= Greater Newark Conservancy =

Greater Newark Conservancy is a non-profit organization headquartered in Newark, New Jersey, with the stated goal of promoting "environmental stewardship to improve the quality of life in New Jersey's urban communities." It offers programs for youth education, community greening and gardening, nutritional health, job training, and prisoner re-entry.

== Educational programs ==
The conservancy provides programs on youth education and nutritional health and cooking. In the Demonstration Kitchen program, participants are provided instruction on cooking with recipes having high nutritional value.

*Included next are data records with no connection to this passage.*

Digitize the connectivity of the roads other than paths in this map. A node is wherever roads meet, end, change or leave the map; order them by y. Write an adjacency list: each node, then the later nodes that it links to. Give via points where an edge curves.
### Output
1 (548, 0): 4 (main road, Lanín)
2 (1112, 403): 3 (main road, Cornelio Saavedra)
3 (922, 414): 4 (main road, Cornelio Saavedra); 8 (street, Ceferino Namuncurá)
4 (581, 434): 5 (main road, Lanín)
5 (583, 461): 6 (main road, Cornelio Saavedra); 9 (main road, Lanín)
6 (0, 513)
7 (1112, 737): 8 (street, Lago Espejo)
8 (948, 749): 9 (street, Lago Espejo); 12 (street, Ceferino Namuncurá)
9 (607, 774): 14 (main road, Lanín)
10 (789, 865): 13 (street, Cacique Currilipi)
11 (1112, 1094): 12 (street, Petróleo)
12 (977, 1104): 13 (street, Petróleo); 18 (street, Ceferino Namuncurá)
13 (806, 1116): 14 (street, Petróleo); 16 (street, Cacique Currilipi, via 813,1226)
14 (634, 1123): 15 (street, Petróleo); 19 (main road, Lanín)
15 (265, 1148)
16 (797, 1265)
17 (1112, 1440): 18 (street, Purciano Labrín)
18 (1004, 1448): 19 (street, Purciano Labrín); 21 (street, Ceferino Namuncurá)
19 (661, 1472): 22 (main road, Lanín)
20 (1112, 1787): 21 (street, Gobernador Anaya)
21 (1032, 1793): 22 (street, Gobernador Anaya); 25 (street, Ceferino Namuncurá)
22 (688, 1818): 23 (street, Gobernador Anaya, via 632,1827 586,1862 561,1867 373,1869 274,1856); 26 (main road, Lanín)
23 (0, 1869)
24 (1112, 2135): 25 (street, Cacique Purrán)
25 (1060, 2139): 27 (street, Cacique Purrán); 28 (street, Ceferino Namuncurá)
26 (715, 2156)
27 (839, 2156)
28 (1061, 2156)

The Newark Youth Leadership Project (NYLP) provides training to high school students living in Newark through a year-round internship program. Interns work with staff in the following departments: horticulture, education, farm stand, media, urban farming, and office/accounting. Year-round interns receive training in finance, public speaking, and nutrition.

== Urban farming ==
Greater Newark Conservancy seeks to bolster and support urban farms in Newark, NJ. The urban farms were created with the purpose of offering low-cost and healthy foods in Newark. Participants also have the option of growing their own produce through the Plot-it-Fresh program. In 2011, the conservancy's urban farms generated 5,000 pounds of produce. The produce is sold in local farmers' markets through Youth Farm Stand – and intern-run produce stand. Crops raised include arugula, beets, cucumbers, garlic, tomatoes, peppers, strawberries, lettuce, and corn. Other related programs include raising chickens and maintaining a honey bee apiary.

Schools in Newark, including the Hawthorne Avenue School, have partnered with the conservancy and FoodCorps service members to provide nutrition education. Students learn to grow produce and how to incorporate those crops into hearty, healthy meals.

== New Jersey Reentry Corporation ==
The conservancy partners with the New Jersey Reentry Corporation (NJRC) to provide job training and social services to help remove barriers to employment for citizens returning from incarceration. Our relationship began in 2009 with the Clean and Green workforce program. In November 2015, the conservancy expanded their reach and became a full partner of NJRC.

On average, 10–20 participants complete the one-week orientation each week, which allows them to continue to use NJRC's services. The employment rate among participants at the conservancy is 68%, with an additional percentage involved in meaningful education or training opportunities, such as obtaining their Baccalaureate degrees or a Commercial Driving License (CDL). In stark contrast to the 77% recidivism rate for the State of New Jersey, the statewide recidivism rate for NJRC participants remains at only 19%.

== The Prudential Outdoor Learning Center ==
Educational activities are held primarily at the Judith L. Shipley Urban Environmental Center, the Prudential Outdoor Learning Center, and at its Main education building. Many educational programs take place at the Judith L. Shipley Urban Environmental Center. This center was named after Judith Shipley who along with her husband Walter Shipley, was a major donor to Greater Newark Conervancy. The Prudential Outdoor Learning Center is 1.5-acre site located on Prince Street in Newark and contains a series of outdoor exhibits, thematic gardens, and a small fish pond which includes turtles and frogs. It is the former site of the historic Prince Street Synagogue (aka. Congregation Oheb Shalom) and you will see evidence of the building's bustling Jewish community all over the interior and exterior of the building. This center was funded by a bequest from the Prudential Foundation, which is the charity arm of the Prudential Financial Life Insurance Company that is headquartered in Newark, NJ.